• _EXERCISE_: Below is a block of records; return all of them exactly, but without the images.

(Stored items)
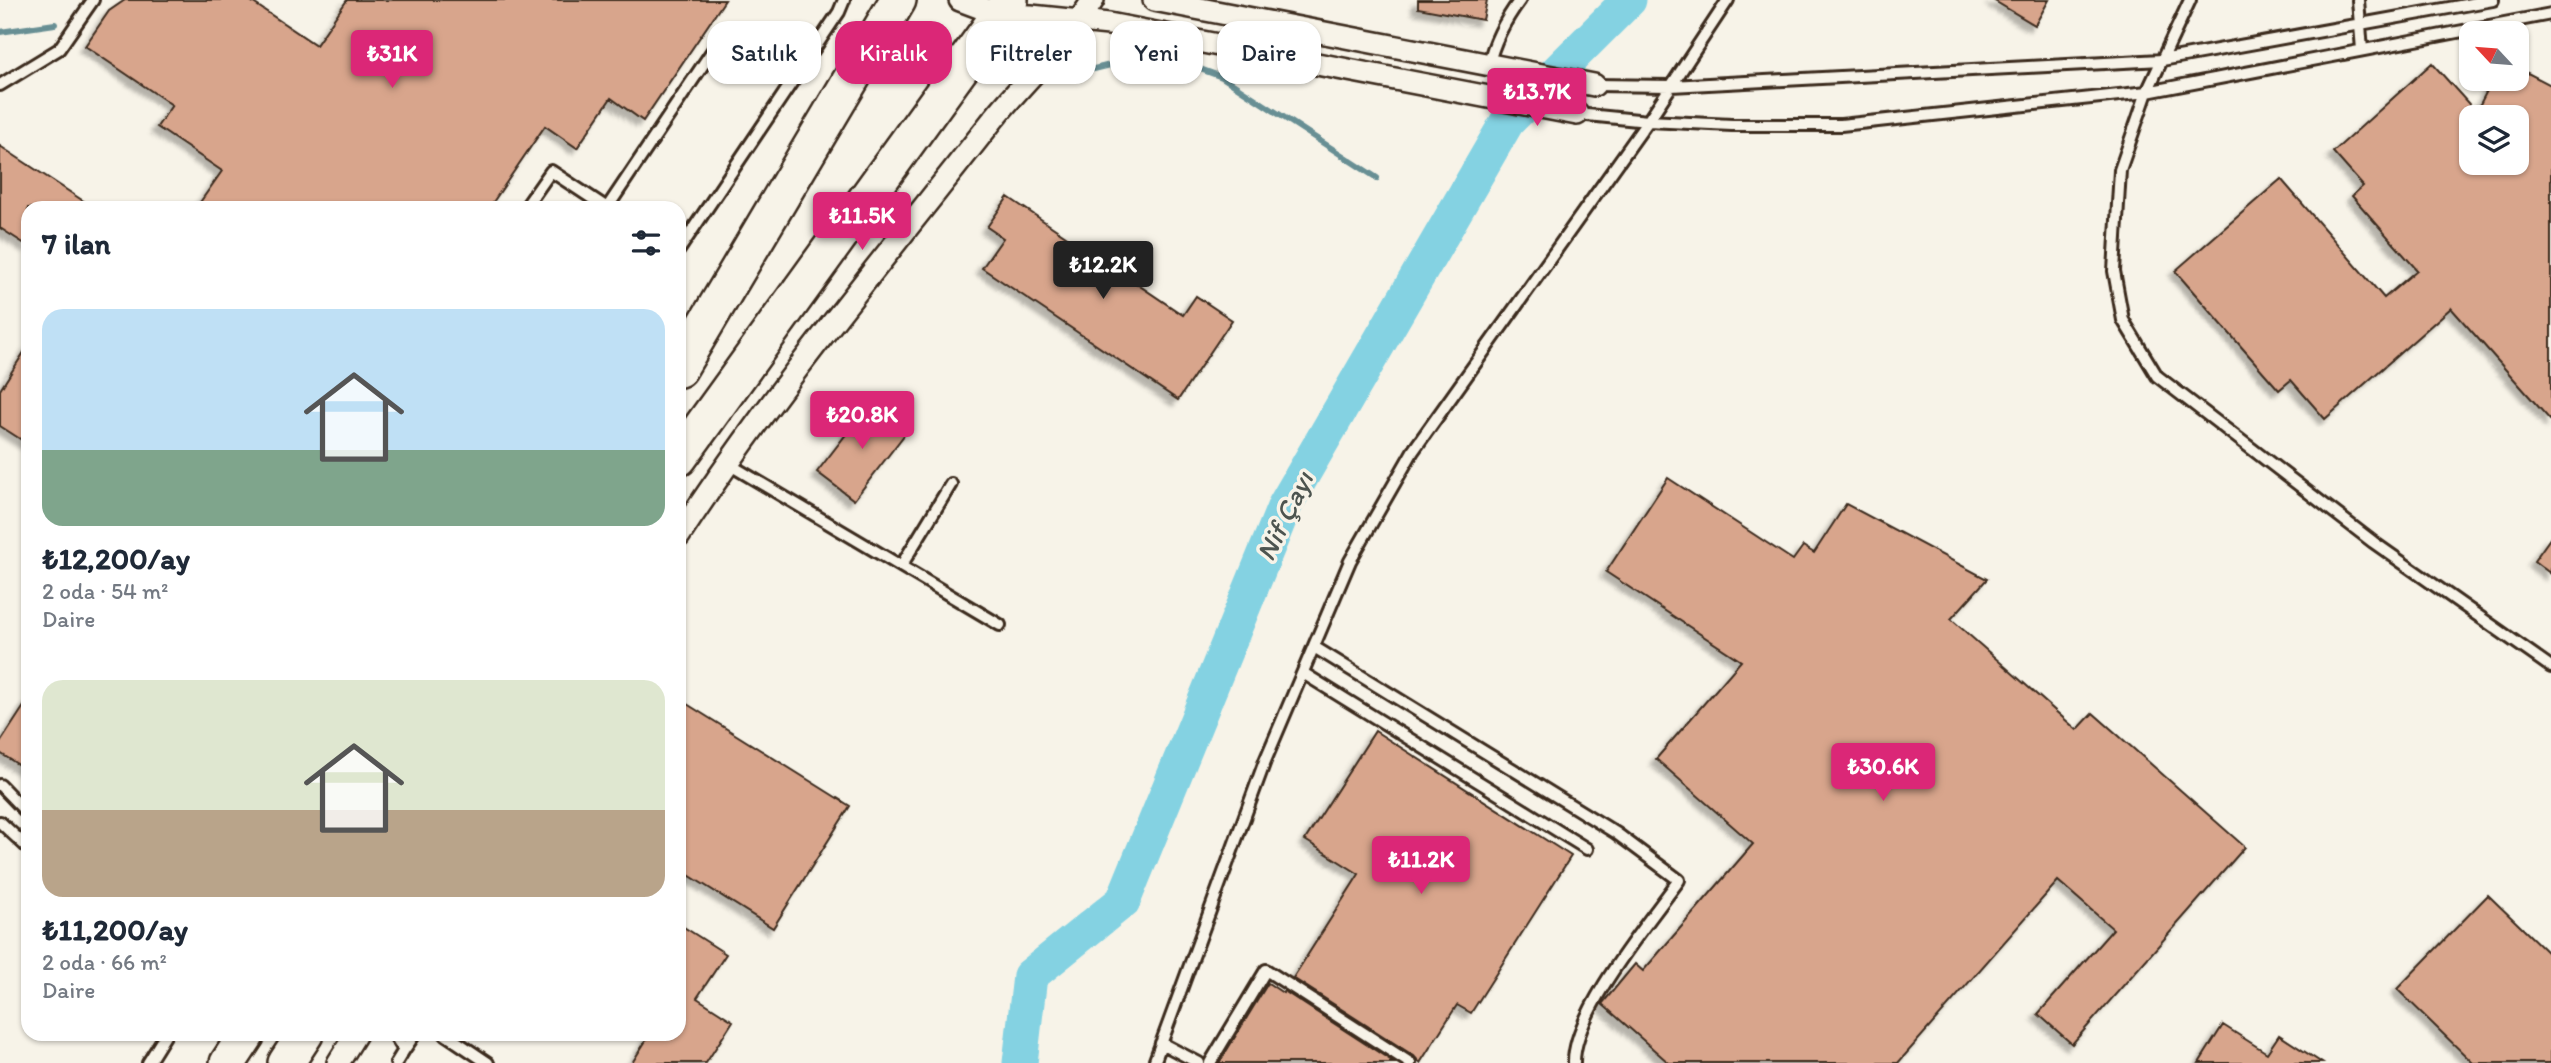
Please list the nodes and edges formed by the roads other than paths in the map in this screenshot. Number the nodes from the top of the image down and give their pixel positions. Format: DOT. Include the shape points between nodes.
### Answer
graph roads {
  1 [pos="93,0"];
  2 [pos="844,0"];
  3 [pos="898,0"];
  4 [pos="960,0"];
  5 [pos="1093,0"];
  6 [pos="1154,0"];
  7 [pos="1520,0"];
  8 [pos="1728,0"];
  9 [pos="2190,0"];
  10 [pos="2358,0"];
  11 [pos="2493,0"];
  12 [pos="1005,8"];
  13 [pos="2551,13"];
  14 [pos="1080,21"];
  15 [pos="1096,23"];
  16 [pos="2360,24"];
  17 [pos="821,39"];
  18 [pos="2362,50"];
  19 [pos="707,60"];
  20 [pos="2162,60"];
  21 [pos="1488,65"];
  22 [pos="790,84"];
  23 [pos="1023,84"];
  24 [pos="0,85"];
  25 [pos="1594,85"];
  26 [pos="1671,86"];
  27 [pos="2147,92"];
  28 [pos="1482,96"];
  29 [pos="1577,114"];
  30 [pos="1648,121"];
  31 [pos="530,201"];
  32 [pos="596,201"];
  33 [pos="612,201"];
  34 [pos="686,240"];
  35 [pos="686,357"];
  36 [pos="686,448"];
  37 [pos="727,463"];
  38 [pos="951,484"];
  39 [pos="686,526"];
  40 [pos="901,566"];
  41 [pos="1000,625"];
  42 [pos="1314,647"];
  43 [pos="2551,667"];
  44 [pos="1303,673"];
  45 [pos="0,785"];
  46 [pos="21,807"];
  47 [pos="0,822"];
  48 [pos="21,842"];
  49 [pos="1587,849"];
  50 [pos="162,1041"];
  51 [pos="242,1041"];
  52 [pos="300,1041"];
  53 [pos="352,1041"];
  54 [pos="398,1041"];
  55 [pos="410,1041"];
  56 [pos="455,1041"];
  57 [pos="1161,1043"];
  58 [pos="404,1050"];
  59 [pos="148,1063"];
  60 [pos="228,1063"];
  61 [pos="286,1063"];
  62 [pos="338,1063"];
  63 [pos="396,1063"];
  64 [pos="488,1063"];
  65 [pos="1154,1063"];
  66 [pos="1199,1063"];
  67 [pos="1210,1063"];
  68 [pos="1410,1063"];
  69 [pos="1574,1063"];
  1 -- 24 [label="lane" via="59,49"];
  2 -- 17 [label="lane"];
  3 -- 35 [label="highway"];
  4 -- 12 [label="street"];
  5 -- 14 [label="street"];
  6 -- 21 [label="street"];
  7 -- 21 [label="lane" via="1493,46"];
  8 -- 26 [label="lane"];
  9 -- 20 [label="lane"];
  10 -- 16 [label="lane"];
  11 -- 16 [label="lane"];
  12 -- 14 [label="street"];
  12 -- 36 [label="highway"];
  13 -- 18 [label="lane"];
  15 -- 28 [label="street"];
  16 -- 18 [label="lane"];
  16 -- 20 [label="lane"];
  18 -- 27 [label="lane"];
  19 -- 33 [label="lane"];
  20 -- 26 [label="lane"];
  20 -- 27 [label="lane"];
  21 -- 25 [label="street"];
  21 -- 28 [label="street"];
  22 -- 34 [label="lane"];
  23 -- 37 [label="street"];
  25 -- 26 [label="lane"];
  26 -- 30 [label="lane"];
  27 -- 30 [label="lane" via="1841,125"];
  27 -- 43 [label="lane" via="2120,170 2114,271 2123,320 2157,376 2373,542"];
  28 -- 29 [label="street"];
  29 -- 30 [label="lane"];
  30 -- 42 [label="lane" via="1413,451 1350,561"];
  31 -- 32 [label="lane" via="551,172"];
  37 -- 39 [label="street"];
  37 -- 40 [label="lane"];
  38 -- 40 [label="lane"];
  40 -- 41 [label="lane"];
  42 -- 44 [label="lane"];
  42 -- 69 [label="lane" via="1616,833 1679,880 1619,962 1582,1025"];
  44 -- 49 [label="lane"];
  44 -- 57 [label="lane" via="1265,761"];
  45 -- 46 [label="lane"];
  47 -- 48 [label="lane"];
  50 -- 59 [label="lane"];
  51 -- 60 [label="highway"];
  52 -- 61 [label="highway"];
  53 -- 62 [label="street"];
  54 -- 58 [label="lane"];
  55 -- 58 [label="lane"];
  56 -- 64 [label="lane"];
  57 -- 65 [label="lane"];
  57 -- 66 [label="lane"];
  58 -- 63 [label="lane"];
  67 -- 68 [label="lane" via="1266,970"];
}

• _COMPLETED EXERCISE_:
Please list the nodes and edges formed by the roads other than paths in the map in this screenshot. Number the nodes from the top of the image down and give their pixel positions. Format: DOT. Include the shape points between nodes.
### Answer
graph roads {
  1 [pos="93,0"];
  2 [pos="844,0"];
  3 [pos="898,0"];
  4 [pos="960,0"];
  5 [pos="1093,0"];
  6 [pos="1154,0"];
  7 [pos="1520,0"];
  8 [pos="1728,0"];
  9 [pos="2190,0"];
  10 [pos="2358,0"];
  11 [pos="2493,0"];
  12 [pos="1005,8"];
  13 [pos="2551,13"];
  14 [pos="1080,21"];
  15 [pos="1096,23"];
  16 [pos="2360,24"];
  17 [pos="821,39"];
  18 [pos="2362,50"];
  19 [pos="707,60"];
  20 [pos="2162,60"];
  21 [pos="1488,65"];
  22 [pos="790,84"];
  23 [pos="1023,84"];
  24 [pos="0,85"];
  25 [pos="1594,85"];
  26 [pos="1671,86"];
  27 [pos="2147,92"];
  28 [pos="1482,96"];
  29 [pos="1577,114"];
  30 [pos="1648,121"];
  31 [pos="530,201"];
  32 [pos="596,201"];
  33 [pos="612,201"];
  34 [pos="686,240"];
  35 [pos="686,357"];
  36 [pos="686,448"];
  37 [pos="727,463"];
  38 [pos="951,484"];
  39 [pos="686,526"];
  40 [pos="901,566"];
  41 [pos="1000,625"];
  42 [pos="1314,647"];
  43 [pos="2551,667"];
  44 [pos="1303,673"];
  45 [pos="0,785"];
  46 [pos="21,807"];
  47 [pos="0,822"];
  48 [pos="21,842"];
  49 [pos="1587,849"];
  50 [pos="162,1041"];
  51 [pos="242,1041"];
  52 [pos="300,1041"];
  53 [pos="352,1041"];
  54 [pos="398,1041"];
  55 [pos="410,1041"];
  56 [pos="455,1041"];
  57 [pos="1161,1043"];
  58 [pos="404,1050"];
  59 [pos="148,1063"];
  60 [pos="228,1063"];
  61 [pos="286,1063"];
  62 [pos="338,1063"];
  63 [pos="396,1063"];
  64 [pos="488,1063"];
  65 [pos="1154,1063"];
  66 [pos="1199,1063"];
  67 [pos="1210,1063"];
  68 [pos="1410,1063"];
  69 [pos="1574,1063"];
  1 -- 24 [label="lane" via="59,49"];
  2 -- 17 [label="lane"];
  3 -- 35 [label="highway"];
  4 -- 12 [label="street"];
  5 -- 14 [label="street"];
  6 -- 21 [label="street"];
  7 -- 21 [label="lane" via="1493,46"];
  8 -- 26 [label="lane"];
  9 -- 20 [label="lane"];
  10 -- 16 [label="lane"];
  11 -- 16 [label="lane"];
  12 -- 14 [label="street"];
  12 -- 36 [label="highway"];
  13 -- 18 [label="lane"];
  15 -- 28 [label="street"];
  16 -- 18 [label="lane"];
  16 -- 20 [label="lane"];
  18 -- 27 [label="lane"];
  19 -- 33 [label="lane"];
  20 -- 26 [label="lane"];
  20 -- 27 [label="lane"];
  21 -- 25 [label="street"];
  21 -- 28 [label="street"];
  22 -- 34 [label="lane"];
  23 -- 37 [label="street"];
  25 -- 26 [label="lane"];
  26 -- 30 [label="lane"];
  27 -- 30 [label="lane" via="1841,125"];
  27 -- 43 [label="lane" via="2120,170 2114,271 2123,320 2157,376 2373,542"];
  28 -- 29 [label="street"];
  29 -- 30 [label="lane"];
  30 -- 42 [label="lane" via="1413,451 1350,561"];
  31 -- 32 [label="lane" via="551,172"];
  37 -- 39 [label="street"];
  37 -- 40 [label="lane"];
  38 -- 40 [label="lane"];
  40 -- 41 [label="lane"];
  42 -- 44 [label="lane"];
  42 -- 69 [label="lane" via="1616,833 1679,880 1619,962 1582,1025"];
  44 -- 49 [label="lane"];
  44 -- 57 [label="lane" via="1265,761"];
  45 -- 46 [label="lane"];
  47 -- 48 [label="lane"];
  50 -- 59 [label="lane"];
  51 -- 60 [label="highway"];
  52 -- 61 [label="highway"];
  53 -- 62 [label="street"];
  54 -- 58 [label="lane"];
  55 -- 58 [label="lane"];
  56 -- 64 [label="lane"];
  57 -- 65 [label="lane"];
  57 -- 66 [label="lane"];
  58 -- 63 [label="lane"];
  67 -- 68 [label="lane" via="1266,970"];
}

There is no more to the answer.